In both subtle and extreme ways, COVID changed everything. 

  • Earlier in this article I stated, “All things being equal, the greater the amount of time in the lookback timeframe, the more likely the resulting forecast will be accurate.” Since February 2020, few things online have remained equal.
  • During COVID people were forced to rely on the web more than at any time before. Casual users became frequent users, power users became even more enmeshed with the web. Increased and more intensive use of the web caused an increase in overall web-savvy behaviors.
  • Today, more than three years after the pandemic started, few higher education websites have achieved the same volume of traffic they had before COVID. Yet many are experiencing more goal completions per user than ever before. Less traffic, but more effective traffic.

Simply put, indications are that people changed how they use the web, becoming more adept at finding what they need, faster. If the pandemic acted as an incubator period by promoting more advanced usage of the web, then the data on performance during and before COVID becomes far less relevant in assessing and forecasting today’s behaviors.

Conclusion
Google will allow us continued access to our Universal Analytics data for one year after the platform stops collecting data. That provides some breathing room to make a considered decision on how–or if–the data should be preserved. We don’t need to rush toward a solution, but then we shouldn’t simply kick the can further down the road either.
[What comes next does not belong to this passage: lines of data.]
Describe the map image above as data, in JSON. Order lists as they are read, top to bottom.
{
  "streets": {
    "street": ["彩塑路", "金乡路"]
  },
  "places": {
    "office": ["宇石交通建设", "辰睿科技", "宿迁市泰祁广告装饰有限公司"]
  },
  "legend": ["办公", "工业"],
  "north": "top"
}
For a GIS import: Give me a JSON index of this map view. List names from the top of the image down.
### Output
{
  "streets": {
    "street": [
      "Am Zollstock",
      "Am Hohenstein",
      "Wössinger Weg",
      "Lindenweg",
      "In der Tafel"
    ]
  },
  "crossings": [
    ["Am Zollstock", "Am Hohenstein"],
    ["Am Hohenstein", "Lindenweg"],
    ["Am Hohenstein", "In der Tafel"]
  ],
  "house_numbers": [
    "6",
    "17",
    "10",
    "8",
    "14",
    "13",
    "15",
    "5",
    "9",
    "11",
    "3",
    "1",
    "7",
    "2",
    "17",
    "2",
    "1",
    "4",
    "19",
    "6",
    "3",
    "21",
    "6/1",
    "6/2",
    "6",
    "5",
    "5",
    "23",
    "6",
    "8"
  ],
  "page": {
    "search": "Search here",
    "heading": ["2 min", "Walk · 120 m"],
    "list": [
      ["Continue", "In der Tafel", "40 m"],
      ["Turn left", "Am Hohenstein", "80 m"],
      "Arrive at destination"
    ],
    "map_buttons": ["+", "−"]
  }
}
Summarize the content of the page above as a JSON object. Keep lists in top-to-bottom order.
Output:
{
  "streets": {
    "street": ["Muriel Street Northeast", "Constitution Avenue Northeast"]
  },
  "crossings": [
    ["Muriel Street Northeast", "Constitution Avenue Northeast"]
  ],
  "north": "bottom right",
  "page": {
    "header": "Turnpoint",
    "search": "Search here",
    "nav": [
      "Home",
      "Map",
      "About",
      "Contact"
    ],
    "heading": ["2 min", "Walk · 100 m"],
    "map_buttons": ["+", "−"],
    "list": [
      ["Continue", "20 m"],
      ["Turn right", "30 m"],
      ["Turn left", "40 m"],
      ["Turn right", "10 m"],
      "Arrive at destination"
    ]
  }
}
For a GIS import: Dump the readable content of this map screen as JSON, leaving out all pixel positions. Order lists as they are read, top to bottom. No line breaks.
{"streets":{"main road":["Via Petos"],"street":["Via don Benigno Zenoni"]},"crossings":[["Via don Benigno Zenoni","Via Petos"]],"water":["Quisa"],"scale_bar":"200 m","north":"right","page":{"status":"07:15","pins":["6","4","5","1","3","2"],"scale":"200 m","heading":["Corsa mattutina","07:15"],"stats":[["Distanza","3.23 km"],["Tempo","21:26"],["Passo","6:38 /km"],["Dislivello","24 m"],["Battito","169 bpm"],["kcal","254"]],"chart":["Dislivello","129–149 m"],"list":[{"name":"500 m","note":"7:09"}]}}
Before committing to the effort and cost of preserving historic Universal Analytics data, an informed internal conversation is needed. Discussion points should include details of exactly what is to be archived, an estimate of the cost to warehouse the data, and any gaps in personnel that need to be filled (by training or new hire) to successfully access and use the stored data.
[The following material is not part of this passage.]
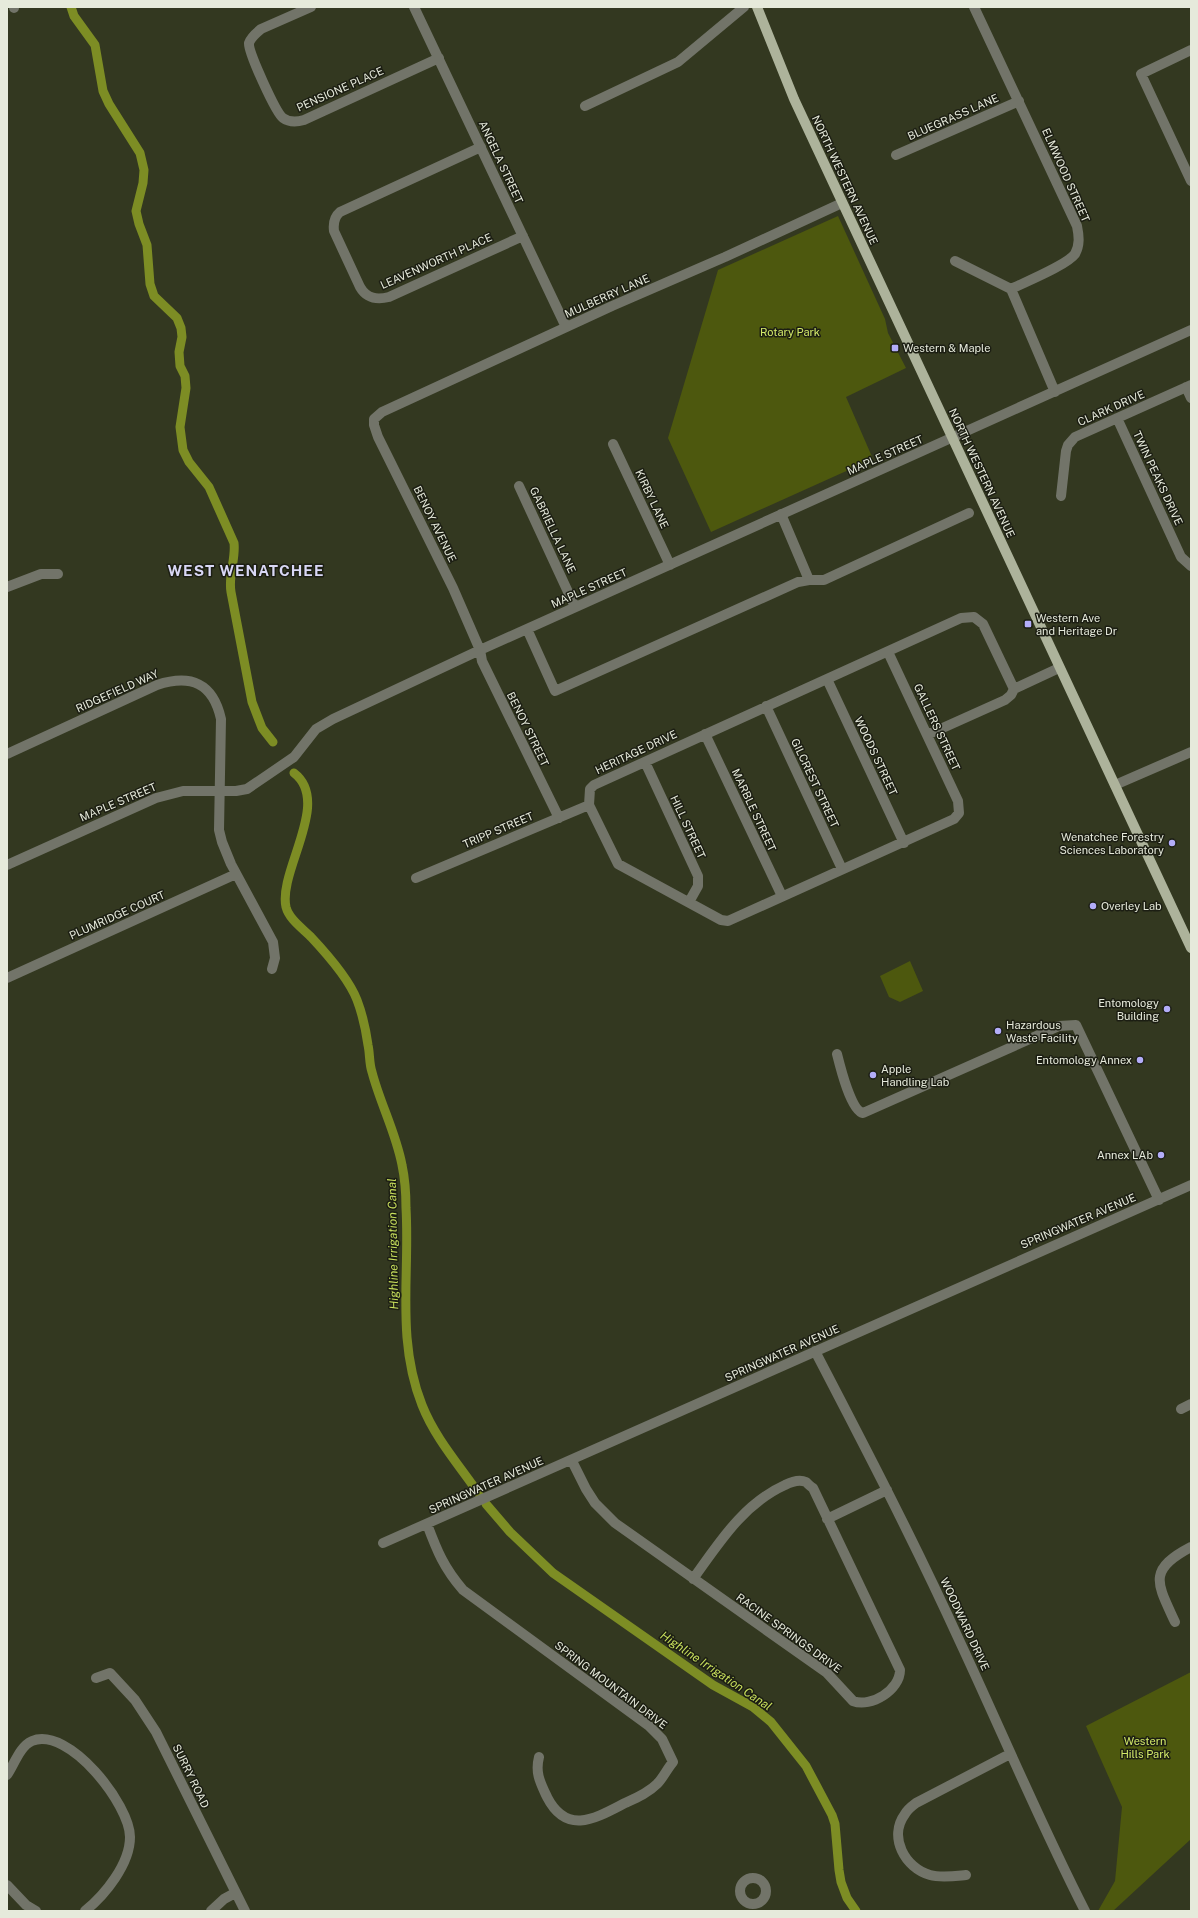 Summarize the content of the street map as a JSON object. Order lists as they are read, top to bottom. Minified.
{"streets":{"main road":["NORTH WESTERN AVENUE"],"street":["PENSIONE PLACE","BLUEGRASS LANE","ANGELA STREET","ELMWOOD STREET","LEAVENWORTH PLACE","MULBERRY LANE","CLARK DRIVE","MAPLE STREET","TWIN PEAKS DRIVE","KIRBY LANE","BENOY AVENUE","GABRIELLA LANE","RIDGEFIELD WAY","GALLERS STREET","BENOY STREET","HERITAGE DRIVE","WOODS STREET","GILCREST STREET","MARBLE STREET","HILL STREET","TRIPP STREET","PLUMRIDGE COURT","SPRINGWATER AVENUE","WOODWARD DRIVE","RACINE SPRINGS DRIVE","SPRING MOUNTAIN DRIVE","SURRY ROAD"]},"crossings":[["PENSIONE PLACE","ANGELA STREET"],["BLUEGRASS LANE","ELMWOOD STREET"],["ANGELA STREET","LEAVENWORTH PLACE"],["ANGELA STREET","MULBERRY LANE"],["NORTH WESTERN AVENUE","MULBERRY LANE"],["NORTH WESTERN AVENUE","MAPLE STREET"],["MULBERRY LANE","BENOY AVENUE"],["CLARK DRIVE","TWIN PEAKS DRIVE"],["MAPLE STREET","KIRBY LANE"],["MAPLE STREET","BENOY AVENUE"],["MAPLE STREET","GABRIELLA LANE"],["MAPLE STREET","RIDGEFIELD WAY"],["MAPLE STREET","BENOY STREET"],["BENOY AVENUE","BENOY STREET"],["RIDGEFIELD WAY","PLUMRIDGE COURT"],["GALLERS STREET","HERITAGE DRIVE"],["GALLERS STREET","WOODS STREET"],["BENOY STREET","TRIPP STREET"],["HERITAGE DRIVE","WOODS STREET"],["HERITAGE DRIVE","GILCREST STREET"],["HERITAGE DRIVE","MARBLE STREET"],["HERITAGE DRIVE","HILL STREET"],["HERITAGE DRIVE","TRIPP STREET"],["SPRINGWATER AVENUE","WOODWARD DRIVE"],["SPRINGWATER AVENUE","RACINE SPRINGS DRIVE"],["SPRINGWATER AVENUE","SPRING MOUNTAIN DRIVE"]],"districts":["WEST WENATCHEE"],"water":["Highline Irrigation Canal"],"parks":["Rotary Park","Western Hills Park"],"places":{"transit":["Western & Maple","Western Ave and Heritage Dr"],"other":["Wenatchee Forestry Sciences Laboratory","Overley Lab","Entomology Building","Hazardous Waste Facility","Entomology Annex","Apple Handling Lab","Annex LAb"]}}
The second part of the conversation is the more important one to have, this is where the “Why?” question is asked and answered. How is older data used today, is it simply to create more impressive looking charts? Or is there a supportable business need that mandates access to what happened on the website back in 2018?

“This is how much it will cost each month/year to download and store Universal Analytics data. We will need to train two or more people on our team in how to use MySQL programming language to access and use the data. We need to do this because the historic Analytics data acts as a check and balance to our CRM solution.”
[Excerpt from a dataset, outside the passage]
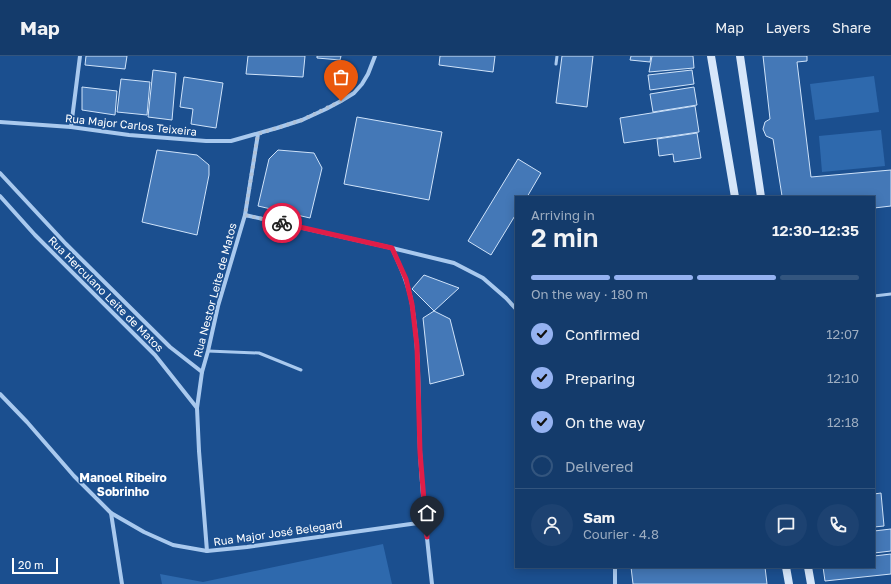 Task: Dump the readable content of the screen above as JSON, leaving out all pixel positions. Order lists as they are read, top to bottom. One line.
{"streets":{"street":["Rua Major Carlos Teixeira","Rua Nestor Leite de Matos","Rua Herculano Leite de Matos","Rua Major José Belegard"]},"crossings":[["Rua Major Carlos Teixeira","Rua Nestor Leite de Matos"],["Rua Nestor Leite de Matos","Rua Herculano Leite de Matos"],["Rua Nestor Leite de Matos","Rua Major José Belegard"]],"districts":["Manoel Ribeiro Sobrinho"],"scale_bar":"20 m","page":{"header":"Map","nav":["Map","Layers","Share"],"heading":["2 min","Arriving in","12:30–12:35"],"panel":["Sam","Courier · 4.8"],"bar":"On the way · 180 m","list":[["Confirmed","12:07"],["Preparing","12:10"],["On the way","12:18"],"Delivered"],"scale":"20 m"}}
  • Most colleges probably won’t need to go with a full data storage and access solution. Downloading important reports as spreadsheets could be enough. Depending on what data is identified as important, this download process could take weeks or months, so making decisions and creating a download plan shouldn’t be delayed.
  • Others may elect to go with a short-term solution such as a platform like Domo that can both store the data and create charts and graphs from it. Cost may be slightly higher than Google’s Big Query option, but platforms like Domo have data visualization built in.
  • A very small segment might have compelling need for the warehousing and access provided by cloud storage paired with staff trained in using MySQL or R to extract information. Those in this final group are probably very aware of their situation, if for no other reason than they already have staff or vendors focused on data extraction, transformation, and visualization.

When it comes to determining the right path and method, there is no blanket recommendation we can make. That said, the important first step remains: “Start the internal discussion as soon as possible.”